Thursday 21 April 2016

This Tiradentes Day, Take a Stance Against Censorship in Brazil

Brazil, Tiradentes Day, Institute for Technology and Society, SumRando Cybersecurity, VPN, Secure Messenger
[Source: Change.org]

Happy Tiradentes Day, Brazil! This year, in honor of Brazilian liberation movement leader Joaquim “the Tooth Puller” Xavier, consider fighting for your freedom in a different way: by signing the Institute for Technology and Society’s petition against Internet censorship in Brazil.

On March 31, Brazil’s parliamentary Inquiry Commission on Cybercrimes proposed a series of amendments that would undermine the freedom of expression, net neutrality and data protection currently guaranteed under Marco Civil da Internet, Brazil’s Internet Bill of Rights.

By April 1, the participants of RightsCon Silicon Valley 2016 had already drafted a list of grievances against the proposed legislation:

  • It allows law enforcement agencies to access IP addresses without a court order.  
  • Internet service providers (ISPs) will be obliged to remove content considered “harmful to personal honor” upon notification within 48 hours, under the penalty of criminal and civil liability. 
  • ­Contrary to all international human rights guidelines, Internet service providers (ISPs) will be obliged to actively monitor user content in order to impede future uploads of the same material that was removed for being “harmful to personal honor,” and also everything potentially related to it.
  • ­It broadens the definition of what constitutes the crime of invasion of electronic devices to cases in which there is no proven harm and regardless of the intent. It possibly criminalizes practices such as whistleblowing or circumventing technical protection measures (TPMs) that hamper personal use of content protected by copyright.
  • ­It creates a blank check for courts to block the use of application and services on the infrastructure level of the Internet, which creates negative consequences for freedom of expression. In addition to potentially negatively affecting the freedom of particular companies and/or business models, blocking and filtering measures fail to comply with the principle of proportionality, do not respect the principle of network neutrality, and may have a spillover effect on other jurisdictions, causing collateral damage the stability of the internet.

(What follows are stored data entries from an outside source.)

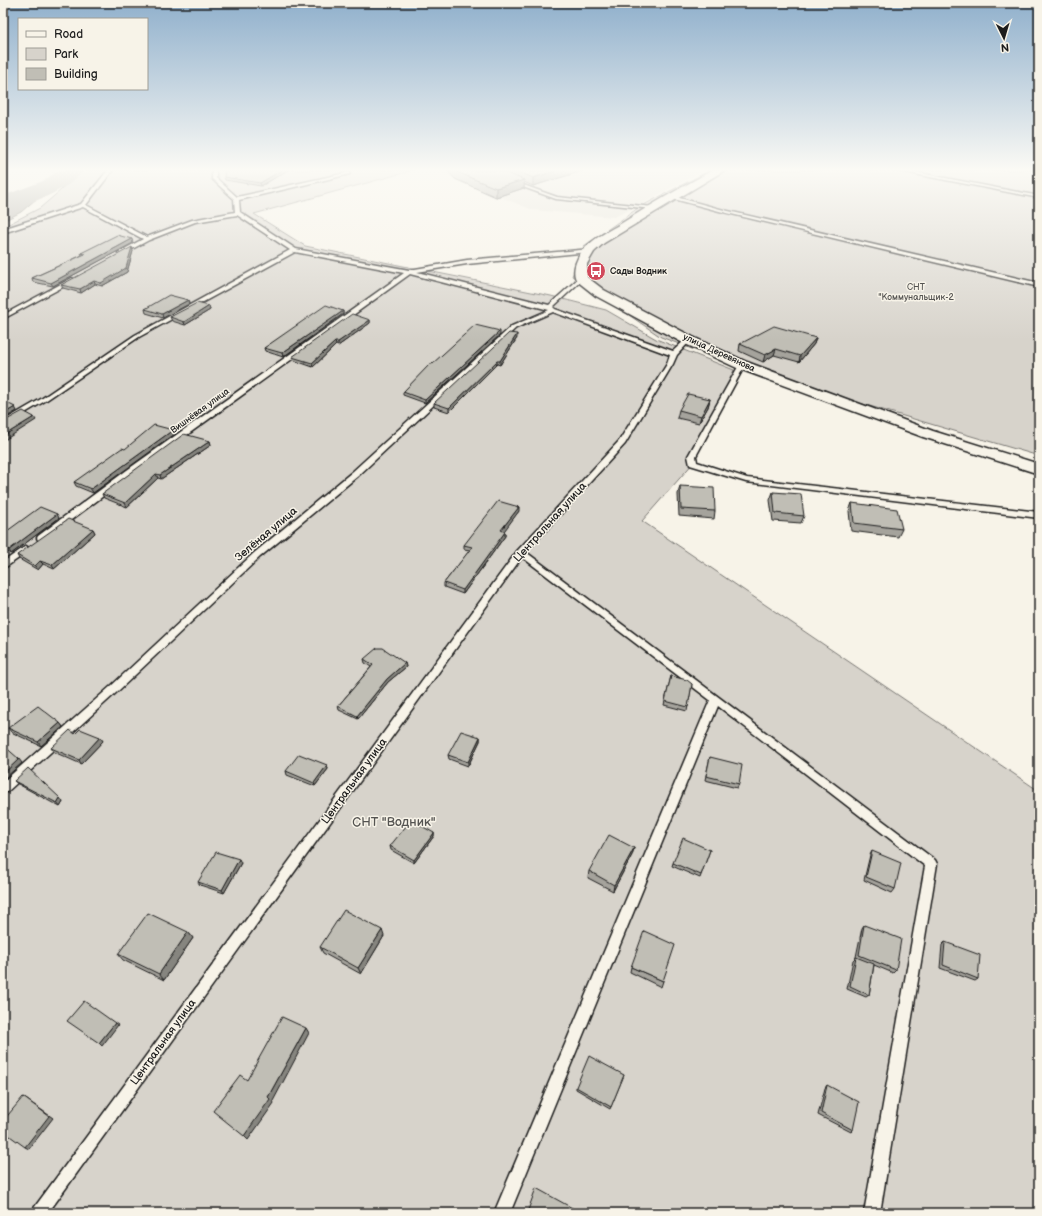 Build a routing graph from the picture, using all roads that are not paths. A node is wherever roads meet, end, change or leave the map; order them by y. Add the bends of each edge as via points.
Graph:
1 (16, 227) edge
2 (124, 227) edge
3 (179, 227) edge
4 (259, 227) edge
5 (623, 227) edge
6 (790, 227) edge
7 (3, 231) edge
8 (147, 239) junction
9 (294, 250) junction
10 (589, 250) junction
11 (113, 258) edge
12 (409, 272) junction
13 (78, 276) edge
14 (581, 278) junction
15 (1039, 285) edge
16 (552, 308) junction
17 (3, 317) edge
18 (688, 340) junction
19 (674, 354) junction
20 (742, 365) junction
21 (3, 424) edge
22 (1039, 469) edge
23 (1039, 515) edge
24 (521, 552) junction
25 (3, 566) edge
26 (716, 699) junction
27 (3, 789) edge
28 (39, 1213) edge
29 (502, 1213) edge
30 (872, 1213) edge

1 - 7 lane
2 - 8 lane
3 - 8 lane
4 - 9 lane
5 - 10 street
6 - 15 lane
8 - 11 lane
9 - 12 lane
9 - 21 lane via 137,336
10 - 12 lane via 467,262
10 - 14 street via 581,264
12 - 16 lane
12 - 25 lane, Вишнёвая улица
13 - 17 lane
14 - 16 lane
14 - 18 street, улица Деревянова via 600,293
16 - 19 lane
16 - 27 lane, Зелёная улица via 514,326 355,474 257,554
18 - 19 lane, Центральная улица
18 - 20 street, улица Деревянова
19 - 24 lane, Центральная улица via 622,442
20 - 22 street, улица Деревянова via 928,434
20 - 23 lane via 692,456 693,462 702,467 746,480
24 - 26 lane
24 - 28 lane, Центральная улица
26 - 29 lane
26 - 30 lane via 931,864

Already, the pushback has been strong enough to convince legislators to rewrite several clauses in the initial proposal, but privacy advocates argue that the adjustments are simply not enough. For example, the content removal clause has been modified to remove the 48-hour time limit and also so that only content already established as illegal is required to be removed.

For groups such as Oficina Antivigilancia, such change is an improvement, but also carries its own set of concerns: “It worries us the way in which this obligation will be implemented, mainly when it comes to content in which the public intentionally wants to subvert the blockade, once sophisticated techniques (and others not so much, like flipping/mirroring the image or accelerating the reproduction of videos) could be very hard to technically detect, especially considering the volume of new posts in the Internet’s main platforms like Youtube, Facebook and Twitter.”

For more information, a complete overview of changes made can be found on Oficina Antivigilancia’s website; the revised version of the legislation is available as well. Be sure to do your part and sign the petition. Tiradentes would thank you.